A lot of purists hated this at the time. They felt it took slots away from classic characters like Noob Saibot or Rain. But honestly? The guest characters in this game were some of the best-integrated fighters in the series. The Xenomorph, for example, used a Tarkatan host (Baraka) so it could keep a "Mortal Kombat" feel with its arm blades.
Jason was a tank.
If you played "Unstoppable" Jason, you literally had a resurrection mechanic. You’d "kill" him, and he’d just stand back up with a bit of health while the screen turned red. It was terrifying to play against and perfectly captured the vibe of the Friday the 13th films.
What People Get Wrong About the Tier List
If you Google "best Mortal Kombat X characters," you’ll see a lot of old lists from 2015. Most of them are wrong now.
For a long time, everyone thought Alien (Acidic) was the undisputed god of the game. And yeah, at one point, it was. But after the final patches, the meta shifted. Characters like Mileena (Ethereal) and Shinnok (Imposter) became the real threats at high levels.
Mileena in MKX was perhaps her most "feral" version. Her "Piercing" variation gave her amazing range, but "Ethereal" allowed her to teleport-fade, making her one of the hardest characters to pin down. It wasn't about raw damage anymore; it was about who could break the game’s mechanics the hardest.
The "Dead" Characters Who Weren't
A weird quirk of the MKX roster was the Revenants.
Because the story jumped 20 years into the future, many fan favorites like Liu Kang, Kitana, and Kung Lao were technically dead/evil. This led to some "mournful" variations. Kitana, for instance, had a variation where she used Jade's staff and glaive because Jade wasn't in the game. It was a bittersweet way to keep a legacy moveset alive while respecting the lore.
- Takeda Takahashi: Easily the most complex of the new generation. His whips had incredible range, but his "Ronin" variation used dual plasma swords that you could "drop" on the stage as traps.
- Kotal Kahn: The new Emperor of Outworld. He played like a "grappler/bruiser" hybrid. He could literally summon a sunbeam to heal himself or burn the opponent.
- Kung Jin: His "Bojutsu" variation was notorious for having some of the easiest, high-damage combos for beginners.
How to Actually Play MKX Today
If you’re picking up the game now, don’t just stick to the ninjas. The beauty of the Mortal Kombat X characters is in the weirder picks.
Try Tremor.
He was a deep-cut character from the "Special Forces" game that everyone forgot about, but in MKX, he became a geological powerhouse. He can switch between different "skins" (Crystalline, Metallic, Aftershock) mid-match or per variation, changing how his projectiles work.

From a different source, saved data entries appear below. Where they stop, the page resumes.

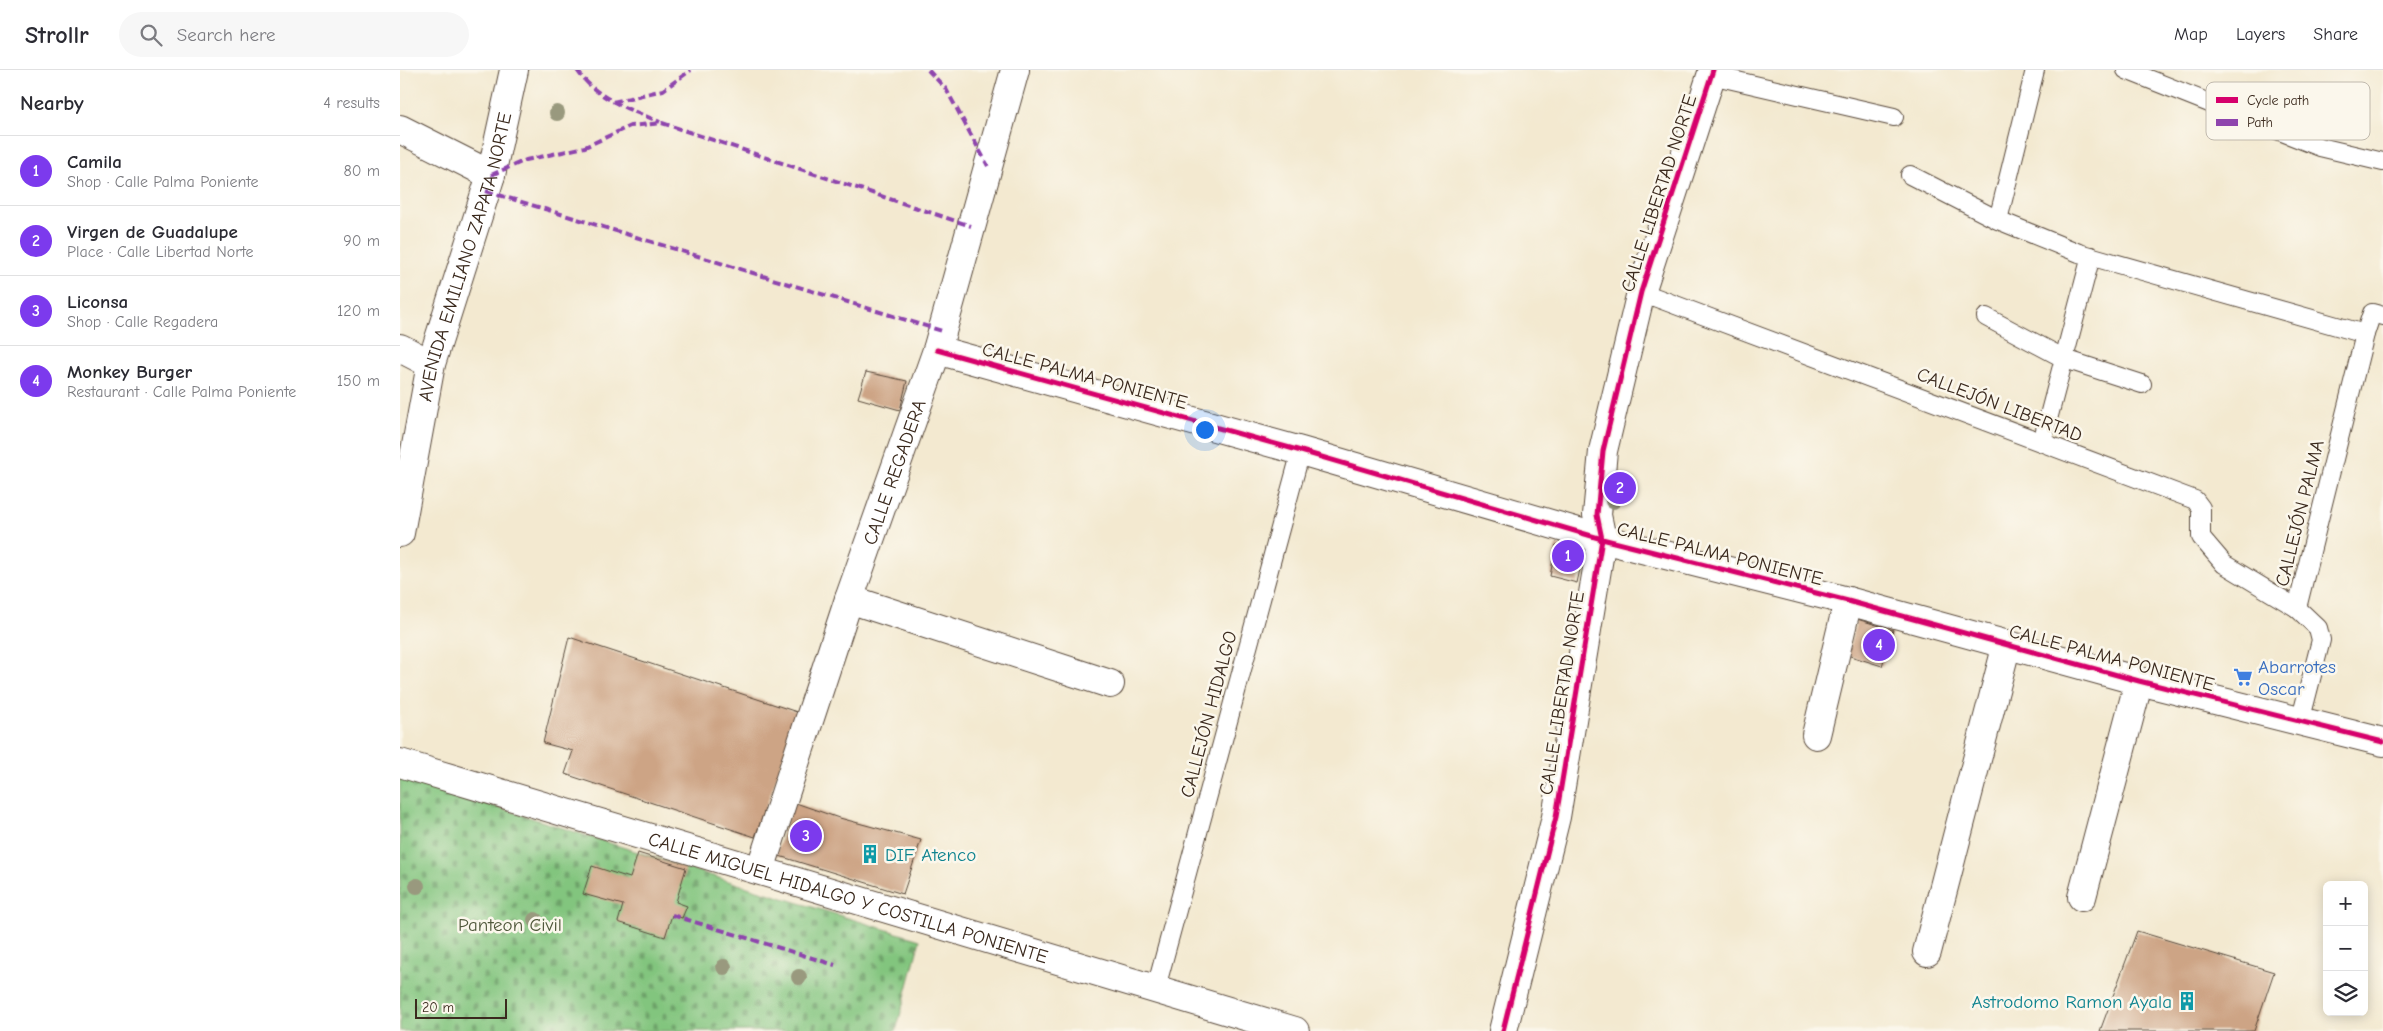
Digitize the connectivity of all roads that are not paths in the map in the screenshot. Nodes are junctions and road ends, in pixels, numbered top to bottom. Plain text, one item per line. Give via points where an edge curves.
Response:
1 (514, 70) edge
2 (1014, 70) edge
3 (2035, 70) edge
4 (2126, 70) edge
5 (1712, 72) edge
6 (2206, 102) edge
7 (1894, 117) dead end
8 (400, 129) edge
9 (2302, 140) edge
10 (2383, 162) edge
11 (491, 175) junction
12 (1910, 175) dead end
13 (1998, 220) junction
14 (2091, 256) junction
15 (1641, 292) junction
16 (2383, 316) edge
17 (1986, 317) dead end
18 (2365, 334) junction
19 (400, 348) edge
20 (937, 350) junction
21 (2065, 359) junction
22 (431, 364) junction
23 (2142, 384) dead end
24 (2042, 442) junction
25 (1301, 451) junction
26 (400, 533) edge
27 (1602, 539) junction
28 (849, 600) junction
29 (1848, 601) junction
30 (2297, 608) junction
31 (2007, 644) junction
32 (2139, 680) junction
33 (1110, 684) dead end
34 (2300, 722) junction
35 (1816, 736) dead end
36 (2383, 742) edge
37 (400, 763) edge
38 (760, 870) junction
39 (2082, 897) dead end
40 (1927, 952) dead end
41 (1156, 988) junction
42 (1295, 1031) edge
43 (1503, 1031) edge

1 - 11 street, AVENIDA EMILIANO ZAPATA NORTE
2 - 20 street, CALLE REGADERA
3 - 13 lane
4 - 6 lane
5 - 7 lane
5 - 15 street, CALLE LIBERTAD NORTE
8 - 11 street
9 - 10 lane
11 - 22 street, AVENIDA EMILIANO ZAPATA NORTE
12 - 13 lane
13 - 14 lane
14 - 18 lane
14 - 21 lane
15 - 24 lane, CALLEJÓN LIBERTAD
15 - 27 street, CALLE LIBERTAD NORTE via 1603,451 1597,515
16 - 18 lane, CALLEJÓN PALMA via 2372,313
17 - 21 lane
18 - 30 lane, CALLEJÓN PALMA
19 - 22 street
20 - 25 street, CALLE PALMA PONIENTE
20 - 28 street, CALLE REGADERA
21 - 23 lane
21 - 24 lane
22 - 26 street, AVENIDA EMILIANO ZAPATA NORTE
24 - 30 lane, CALLEJÓN LIBERTAD via 2195,500 2201,508 2201,537 2224,564
25 - 27 street, CALLE PALMA PONIENTE
25 - 41 lane, CALLEJÓN HIDALGO
27 - 29 street, CALLE PALMA PONIENTE
27 - 43 street, CALLE LIBERTAD NORTE via 1556,817
28 - 33 street
28 - 38 street, CALLE REGADERA
29 - 31 street, CALLE PALMA PONIENTE
29 - 35 street
30 - 34 lane, CALLEJÓN PALMA via 2318,628 2321,640
31 - 32 street, CALLE PALMA PONIENTE
31 - 40 street
32 - 34 street, CALLE PALMA PONIENTE
32 - 39 street
34 - 36 street, CALLE PALMA PONIENTE
37 - 38 street, CALLE MIGUEL HIDALGO Y COSTILLA PONIENTE
38 - 41 street, CALLE MIGUEL HIDALGO Y COSTILLA PONIENTE
41 - 42 street, CALLE MIGUEL HIDALGO Y COSTILLA PONIENTE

The execution floor for MKX is much higher than MK11. It’s a faster game. There’s a run button. If you aren't using the run button to cancel your strings, you aren't really playing the game.

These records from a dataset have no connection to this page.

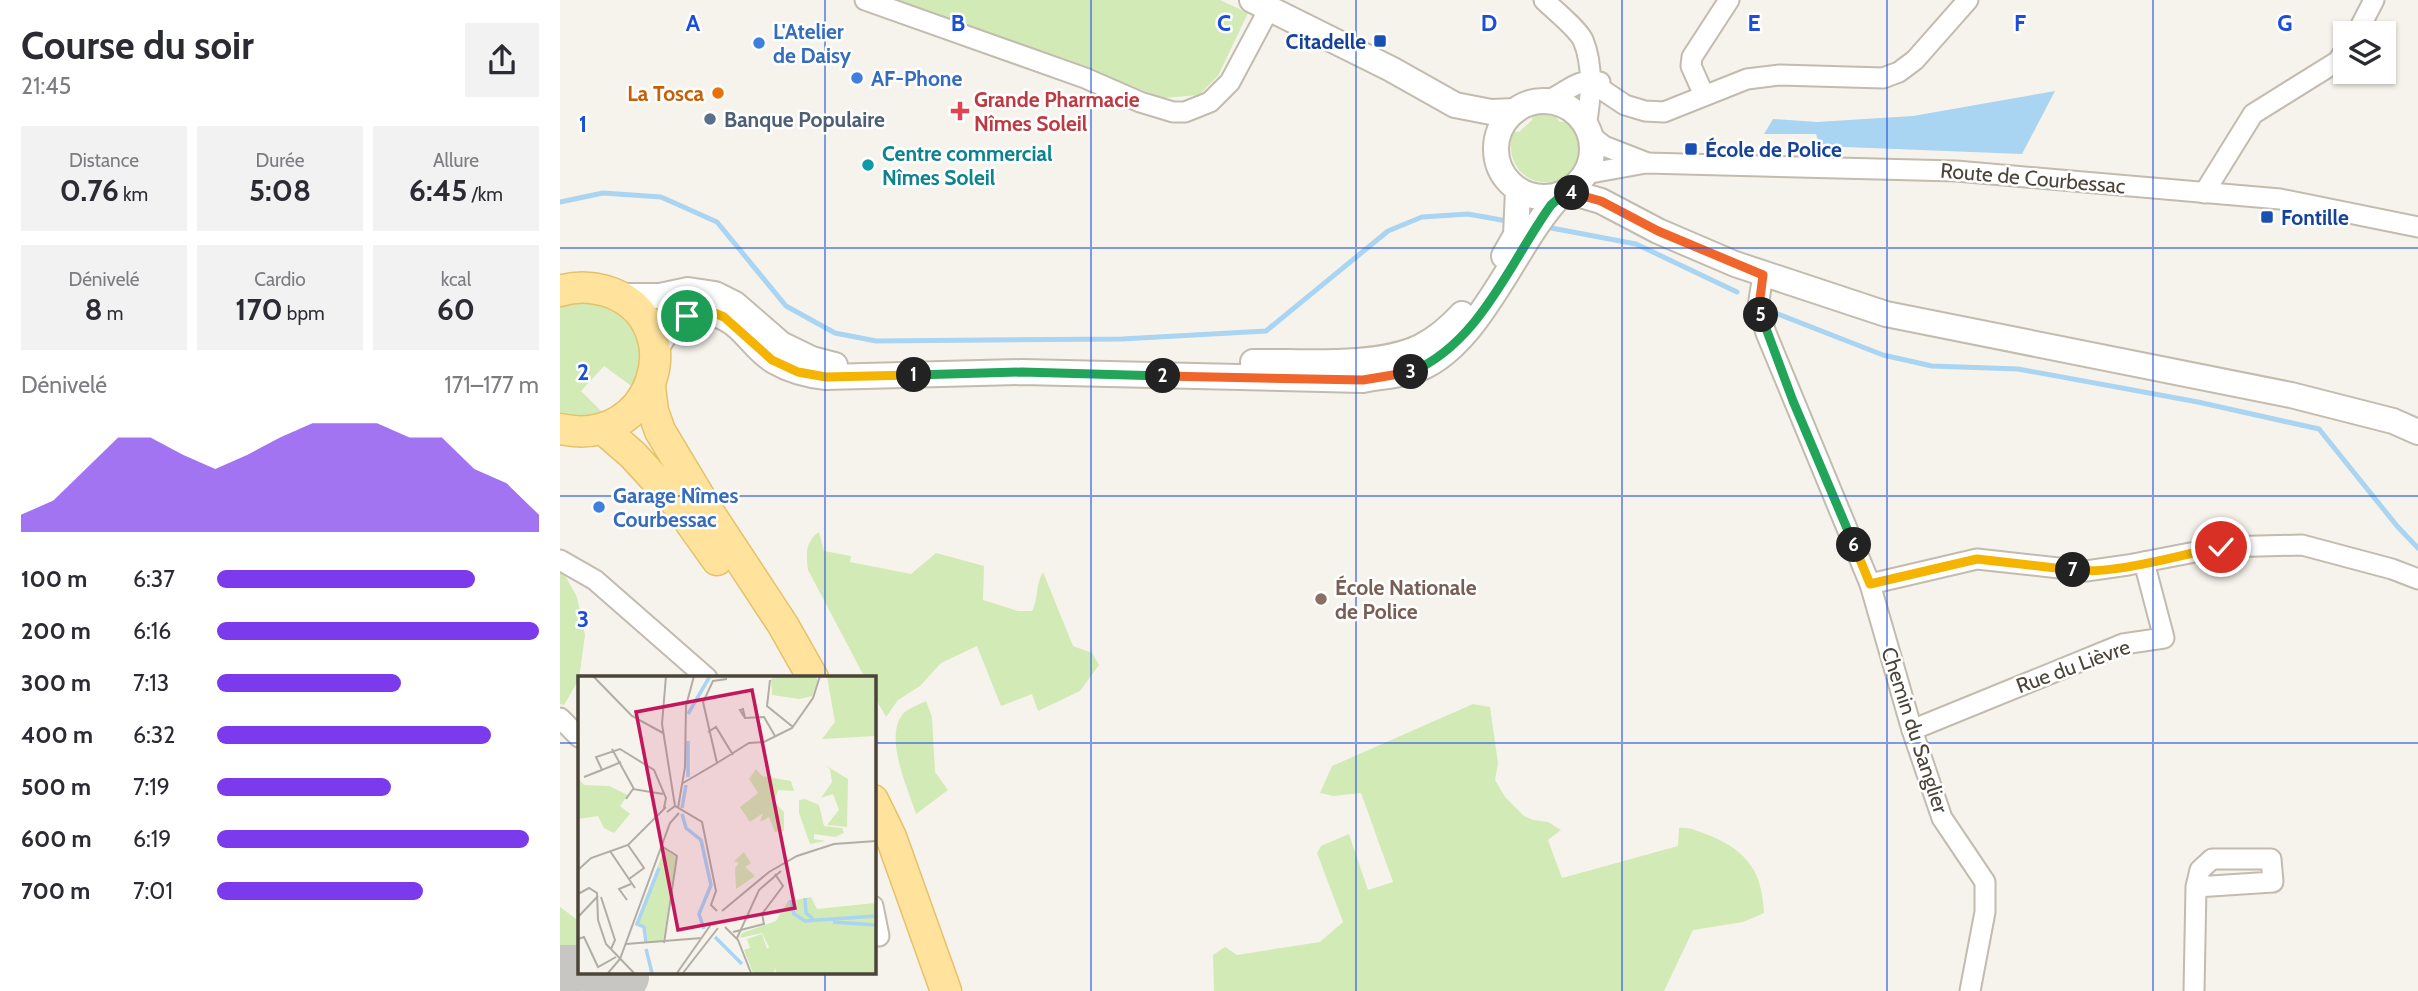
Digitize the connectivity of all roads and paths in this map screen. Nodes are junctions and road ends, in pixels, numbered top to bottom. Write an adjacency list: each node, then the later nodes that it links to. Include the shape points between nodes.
1 (865, 0): 6 (street, via 1140,102 1185,113 1210,102 1230,82)
2 (1544, 0): 9 (street, via 1582,38)
3 (1729, 0): 10 (street, via 1692,57 1691,66)
4 (1968, 0): 10 (street, via 1899,72 1882,78 1780,75 1747,79)
5 (2374, 0): 7 (street)
6 (1260, 5): 12 (street)
7 (2363, 21)
8 (2333, 64): 19 (street, via 2253,114)
9 (1589, 80): 10 (street, via 1618,85 1636,107 1664,112); 11 (street); 14 (street)
10 (1704, 96)
11 (1547, 101): 13 (street); 14 (street, via 1576,114)
12 (1455, 105): 13 (street); 15 (street, via 1489,139)
13 (1515, 111): 15 (street, via 1497,137)
14 (1588, 131): 16 (street, Route de Courbessac, via 1604,146); 17 (street, via 1590,162)
15 (1496, 153): 18 (street, via 1499,168)
16 (1646, 163): 17 (street, Route de Courbessac); 19 (street, Route de Courbessac, via 1956,171)
17 (1574, 184): 18 (street, via 1547,198); 21 (street, via 1658,231); 24 (street, via 1544,215 1475,321 1447,352 1412,372 1363,380 1022,372 826,377 798,372 772,360 737,326 712,312 675,323)
18 (1518, 190): 23 (street, via 1516,235 1477,298 1418,348 1355,361 832,365 781,344 735,304 715,294 688,290 660,296)
19 (2204, 193): 20 (street, Route de Courbessac, via 2280,199)
20 (2418, 227)
21 (1763, 275): 28 (street, via 1886,314 2291,395 2393,421); 32 (street, Chemin du Sanglier, via 1759,306 1766,333)
22 (561, 289): 23 (main road, via 591,288)
23 (618, 296): 24 (main road, via 643,318)
24 (654, 349): 25 (main road)
25 (650, 387): 27 (main road, via 639,406); 35 (main road, via 660,431)
26 (560, 429): 27 (main road)
27 (603, 429): 34 (main road, via 633,454 675,501 745,598)
28 (2418, 432)
29 (560, 559): 33 (street, via 595,580)
30 (2144, 562): 31 (street, via 2221,547 2302,545); 32 (street, via 2086,571 1977,559); 37 (street, Rue du Lièvre, via 2164,638 2123,644)
31 (2418, 579)
32 (1870, 584): 37 (street, Chemin du Sanglier)
33 (705, 676)
34 (789, 676)
35 (812, 676)
36 (560, 718): 38 (street)
37 (1912, 730): 46 (street, Chemin du Sanglier, via 1942,818 1985,882)
38 (578, 736)
39 (875, 804): 45 (main road)
40 (875, 849): 44 (main road)
41 (2196, 887): 47 (street)
42 (875, 916): 43 (street)
43 (879, 936)
44 (927, 991)
45 (946, 991)
46 (1969, 991)
47 (2194, 991)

Actionable Tips for Mastering the Roster
- Ignore the "Tier Lists" for now: Most characters are viable in casual and mid-level play. Pick someone whose "Variation" gimmick clicks with you.
- Learn the Run Cancels: This is the "secret sauce" of MKX. Many characters, like Johnny Cage (A-List), require run cancels to perform their most optimal combos.

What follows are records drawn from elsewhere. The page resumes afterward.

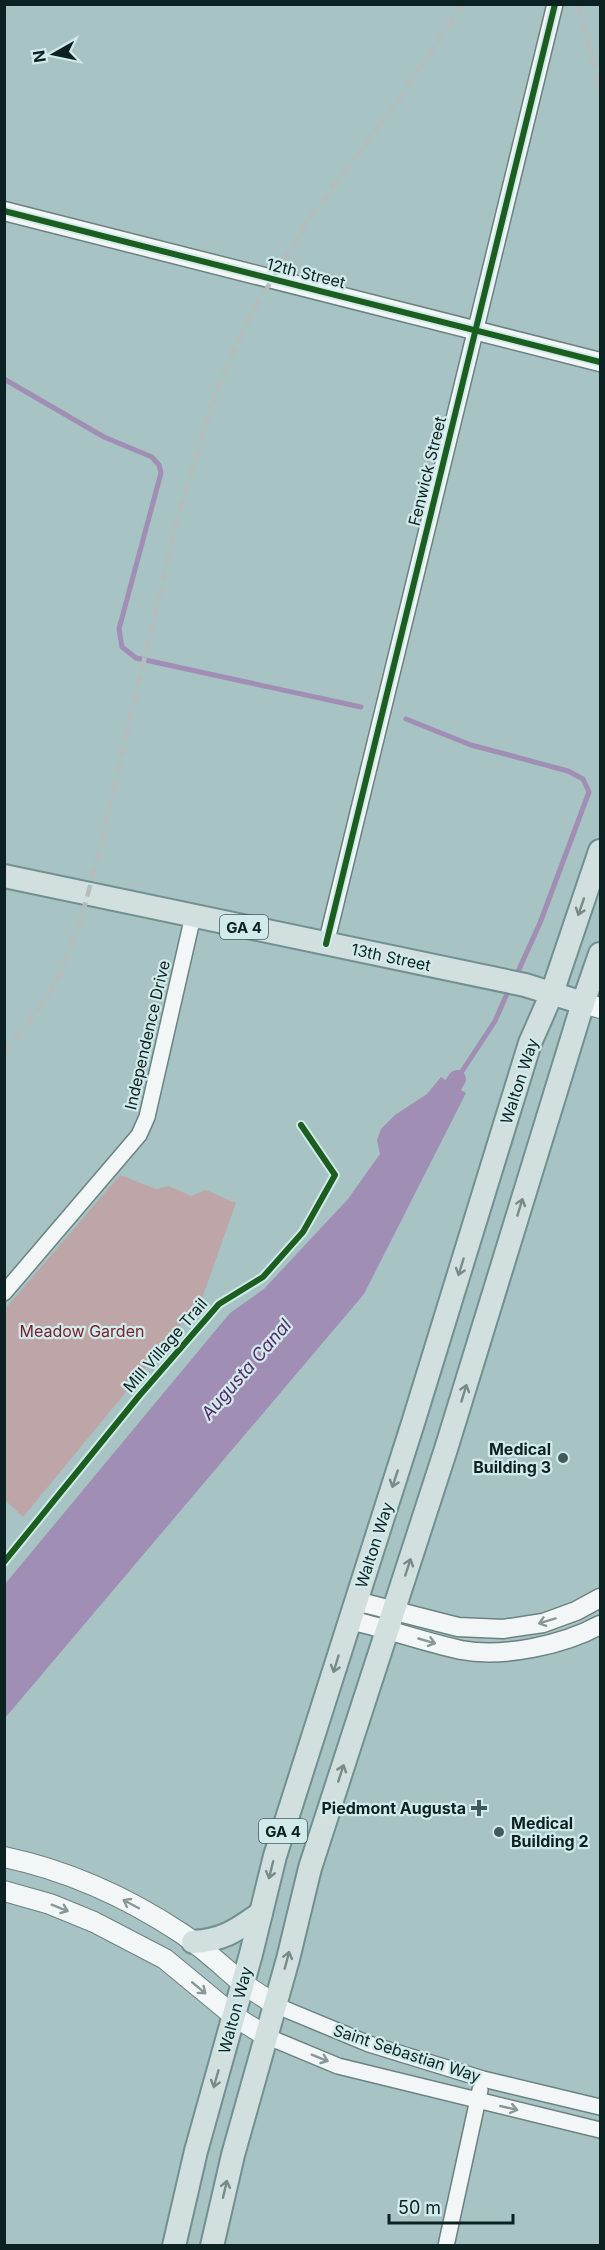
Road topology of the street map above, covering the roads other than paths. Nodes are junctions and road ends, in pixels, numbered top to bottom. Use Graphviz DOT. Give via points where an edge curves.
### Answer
graph roads {
  1 [pos="555,4"];
  2 [pos="4,212"];
  3 [pos="475,330"];
  4 [pos="600,362"];
  5 [pos="600,851"];
  6 [pos="4,876"];
  7 [pos="193,916"];
  8 [pos="326,944"];
  9 [pos="600,954"];
  10 [pos="552,993"];
  11 [pos="592,1005"];
  12 [pos="4,1293"];
  13 [pos="600,1598"];
  14 [pos="353,1610"];
  15 [pos="391,1620"];
  16 [pos="600,1625"];
  17 [pos="4,1857"];
  18 [pos="4,1891"];
  19 [pos="261,1913"];
  20 [pos="187,1938"];
  21 [pos="243,1983"];
  22 [pos="275,2005"];
  23 [pos="234,2016"];
  24 [pos="267,2036"];
  25 [pos="483,2079"];
  26 [pos="478,2100"];
  27 [pos="600,2108"];
  28 [pos="600,2130"];
  29 [pos="174,2246"];
  30 [pos="212,2246"];
  31 [pos="446,2246"];
  1 -- 3 [label="street, Fenwick Street"];
  2 -- 3 [label="street, 12th Street"];
  3 -- 4 [label="street, 12th Street"];
  3 -- 8 [label="street, Fenwick Street"];
  5 -- 10 [label="main road, Walton Way, one-way"];
  6 -- 7 [label="main road, 13th Street / GA 4"];
  7 -- 8 [label="main road, 13th Street / GA 4"];
  7 -- 12 [label="street, Independence Drive" via="147,1117 139,1135"];
  8 -- 10 [label="main road, 13th Street / GA 4"];
  9 -- 11 [label="main road"];
  10 -- 11 [label="main road, 13th Street / GA 4"];
  10 -- 14 [label="main road, Walton Way / GA 4, one-way" via="530,1043"];
  15 -- 11 [label="main road, GA 4, one-way"];
  13 -- 15 [label="street, one-way" via="543,1623 503,1629"];
  14 -- 15 [label="street"];
  14 -- 19 [label="main road, Walton Way / GA 4, one-way" via="275,1856"];
  15 -- 16 [label="street, one-way" via="442,1646 484,1652 532,1648"];
  22 -- 15 [label="main road, GA 4, one-way" via="310,1868"];
  20 -- 17 [label="main road, Saint Sebastian Way, one-way" via="102,1889"];
  18 -- 23 [label="main road, Saint Sebastian Way, one-way" via="50,1904 165,1959"];
  19 -- 20 [label="main road" via="232,1934"];
  19 -- 21 [label="main road, Walton Way / GA 4"];
  20 -- 21 [label="main road, Saint Sebastian Way"];
  21 -- 22 [label="main road, Saint Sebastian Way"];
  21 -- 23 [label="main road, Walton Way / GA 4"];
  22 -- 24 [label="main road, GA 4"];
  22 -- 25 [label="street, Saint Sebastian Way" via="369,2044"];
  23 -- 24 [label="main road, Saint Sebastian Way"];
  23 -- 29 [label="main road, Walton Way / GA 4, one-way"];
  24 -- 26 [label="street, Saint Sebastian Way, one-way" via="338,2066"];
  30 -- 24 [label="main road, GA 4, one-way"];
  25 -- 26 [label="street"];
  25 -- 27 [label="street, Saint Sebastian Way"];
  26 -- 28 [label="street, Saint Sebastian Way, one-way"];
  26 -- 31 [label="street"];
}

- Abuse the Interactables: MKX stages are filled with things to throw or jump off of. In a game this fast, positioning is everything.
- Watch the "Old Gods": Look up old tournament footage of SonicFox (Erron Black/Alien) or Dragon (Tanya). You'll see how the characters were meant to be pushed to their limits.
The roster of MKX remains a high-water mark for creativity in the series. It was gritty, it was fast, and it took risks with its characters that we haven't quite seen since. Whether you're playing as a classic like Sub-Zero or a newcomer like Ferra/Torr, there's a depth there that rewards hours of labbing in the training room.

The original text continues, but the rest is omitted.